According to research differences by income and geographic region may prevent Medicare recipients with rheumatoid arthritis from receiving the latest RA treatments. The research was presented this week at the American College of Rheumatology Annual Meeting in Washington, D.C.
Rheumatoid arthritis is a chronic disease that causes pain, stiffness, swelling, limitation of motion and loss of function of multiple joints. Though joints are the principal areas affected by RA, inflammation can develop in other organs as well. An estimated 1.3 million Americans have RA, and the disease typically affects women twice as often as men.
"Our study shows that critical RA therapies are not reaching everyone. Older and poorer patients are particularly vulnerable, and patients who do not see a rheumatologist are the least likely to receive appropriate treatment for RA. The study highlights the urgent need to facilitate and improve access to rheumatologists," says Jinoos Yazdany, MD, MPH, co-investigator of the study and assistant professor in residence and at the University of California, San Francisco in Calif.

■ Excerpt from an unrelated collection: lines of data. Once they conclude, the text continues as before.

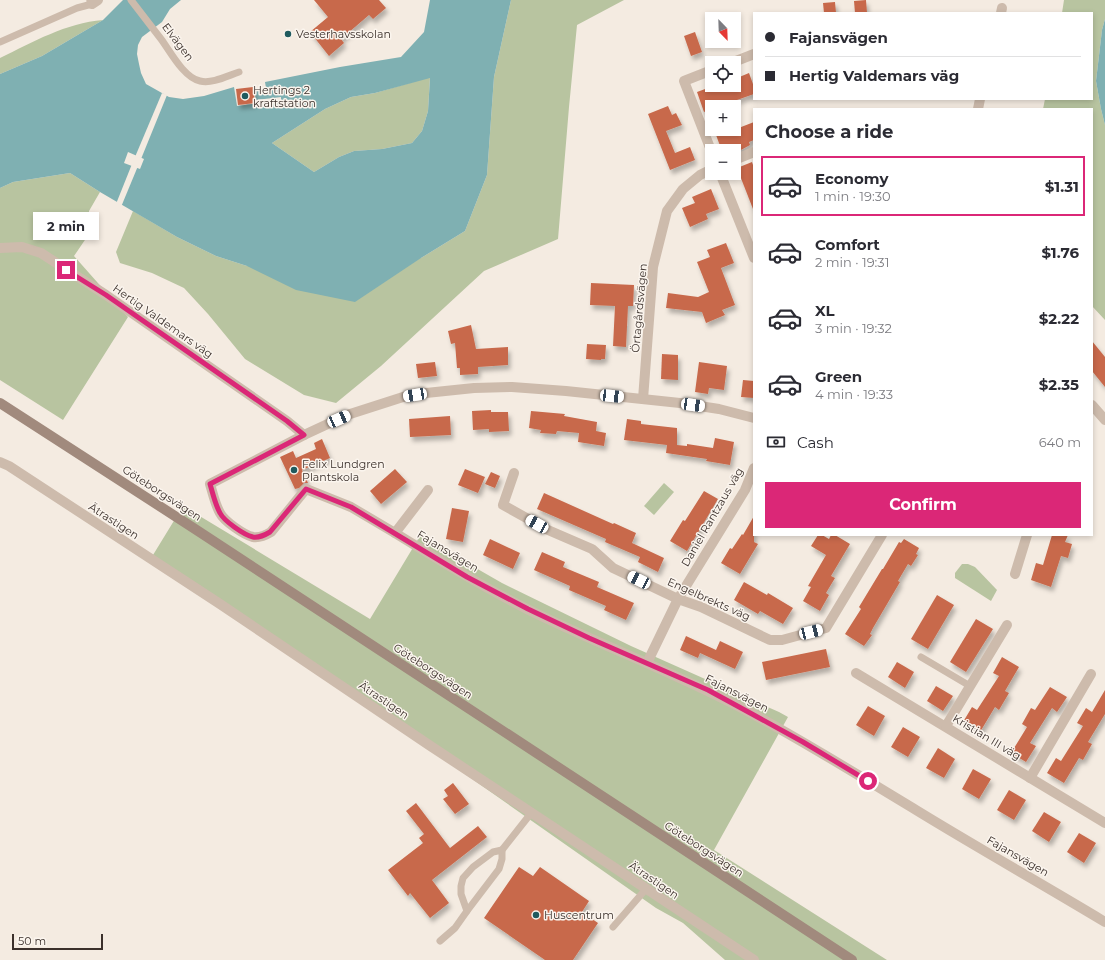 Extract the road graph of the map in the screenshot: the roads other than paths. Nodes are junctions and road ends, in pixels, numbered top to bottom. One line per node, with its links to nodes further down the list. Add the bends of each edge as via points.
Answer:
1 (131, 0): 6 (lane, Elvägen, via 188,75 199,81 211,81)
2 (93, 1): 3 (lane)
3 (0, 42)
4 (753, 54): 5 (street)
5 (741, 59)
6 (239, 72)
7 (705, 73): 8 (street, via 684,81)
8 (708, 144)
9 (753, 152): 10 (street)
10 (741, 157)
11 (705, 172): 15 (street, Örtagårdsvägen, via 683,189 667,211 653,267)
12 (723, 180): 14 (street)
13 (0, 248): 20 (street, Hertig Valdemars väg, via 22,247 40,253 106,295)
14 (753, 256)
15 (643, 399): 18 (street, via 719,409); 20 (street, via 512,387 426,393 403,397 347,415)
16 (0, 403): 47 (main road, Göteborgsvägen)
17 (1093, 406): 19 (street)
18 (753, 418)
19 (1105, 420)
20 (304, 435): 25 (street, Fajansvägen, via 210,484 221,515 235,528 253,537 264,536 306,489 351,507)
21 (0, 462): 38 (street, Ätrastigen)
22 (753, 470): 29 (street, Daniel Rantzaus väg, via 745,490)
23 (514, 473): 29 (street, Engelbrekts väg, via 503,505 548,530 592,549 613,568)
24 (428, 490): 25 (street)
25 (395, 533): 32 (street, Fajansvägen, via 467,577 528,609)
26 (881, 536): 29 (street, Engelbrekts väg, via 826,628 782,640 770,640 701,607)
27 (1027, 536): 28 (street)
28 (1014, 574)
29 (678, 599): 32 (street, Daniel Rantzaus väg)
30 (1007, 625): 35 (street)
31 (921, 656): 35 (lane)
32 (647, 663): 43 (street, Fajansvägen, via 708,690 803,742)
33 (856, 673): 36 (street, Kristian III väg)
34 (1091, 674): 37 (street)
35 (970, 686): 36 (street)
36 (946, 726): 37 (street, Kristian III väg)
37 (1030, 778): 39 (street, Kristian III väg)
38 (532, 812): 40 (lane); 41 (street, Ätrastigen)
39 (1105, 823)
40 (502, 850): 42 (lane, via 498,869); 42 (lane, via 493,852 463,878 461,894)
41 (646, 889): 44 (lane); 46 (street, Ätrastigen)
42 (467, 911): 45 (lane, via 455,928)
43 (1105, 922)
44 (613, 927)
45 (440, 941)
46 (754, 960)
47 (852, 960) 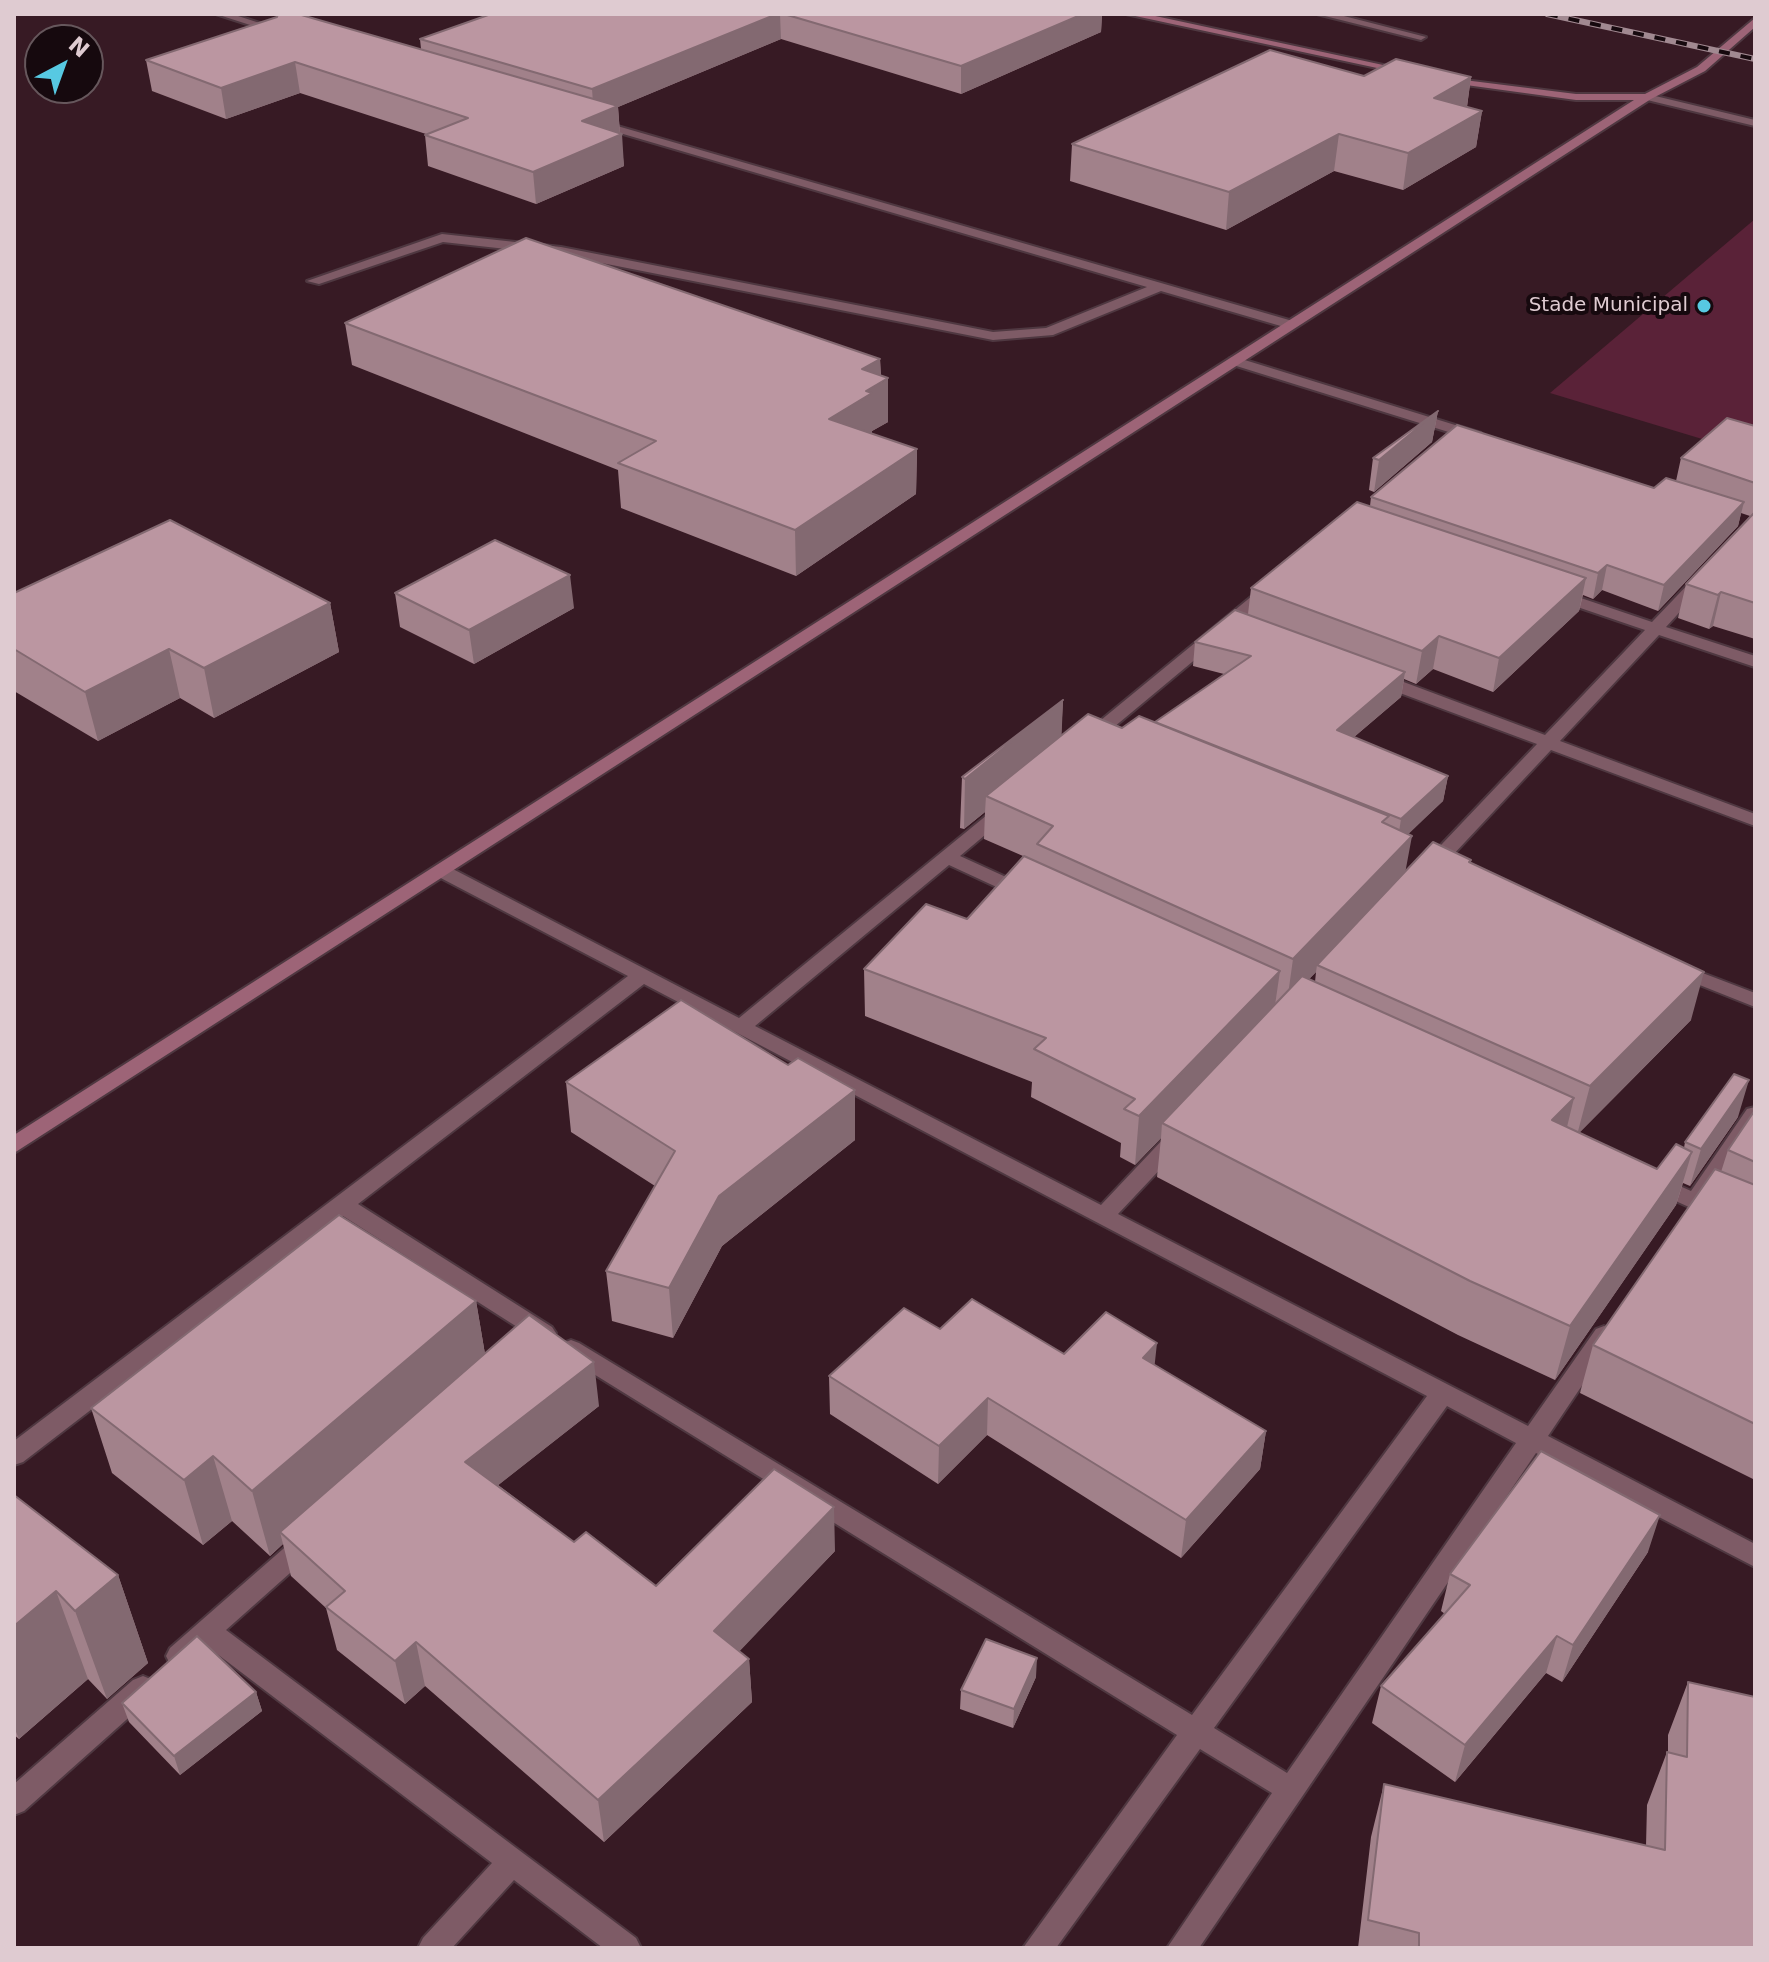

Many studies have suggested that treating rheumatoid arthritis with disease-modifying anti-rheumatic drugs (also called DMARDs) is effective at controlling disease progression. However, additional studies reveal that only 60 percent of Medicare patients with RA receive DMARDs. Researchers from the University of California, San Francisco, recently investigated the total number of Medicare patients with RA and if these patients received steroids alone to treat the disease. However, most experts do not use steroids alone without DMARDs to treat RA. This is because modern DMARD medications are more effective at controlling RA symptoms and may help patients achieve remission faster.
Researchers reviewed a random sample of patients who were eligible to receive government health insurance from the U.S. Medicare fee-for-service program. Participants were at least 65 years-old with two reports of physician visits to treat RA. Participants were also enrolled in the government prescription program, Medicare Part D, and received either a DMARD or glucocorticoids annually. Researchers examined factors that contributed to continued use of glucocorticoids as the only therapy to treat RA such as income, access to specialty care and additional medical conditions.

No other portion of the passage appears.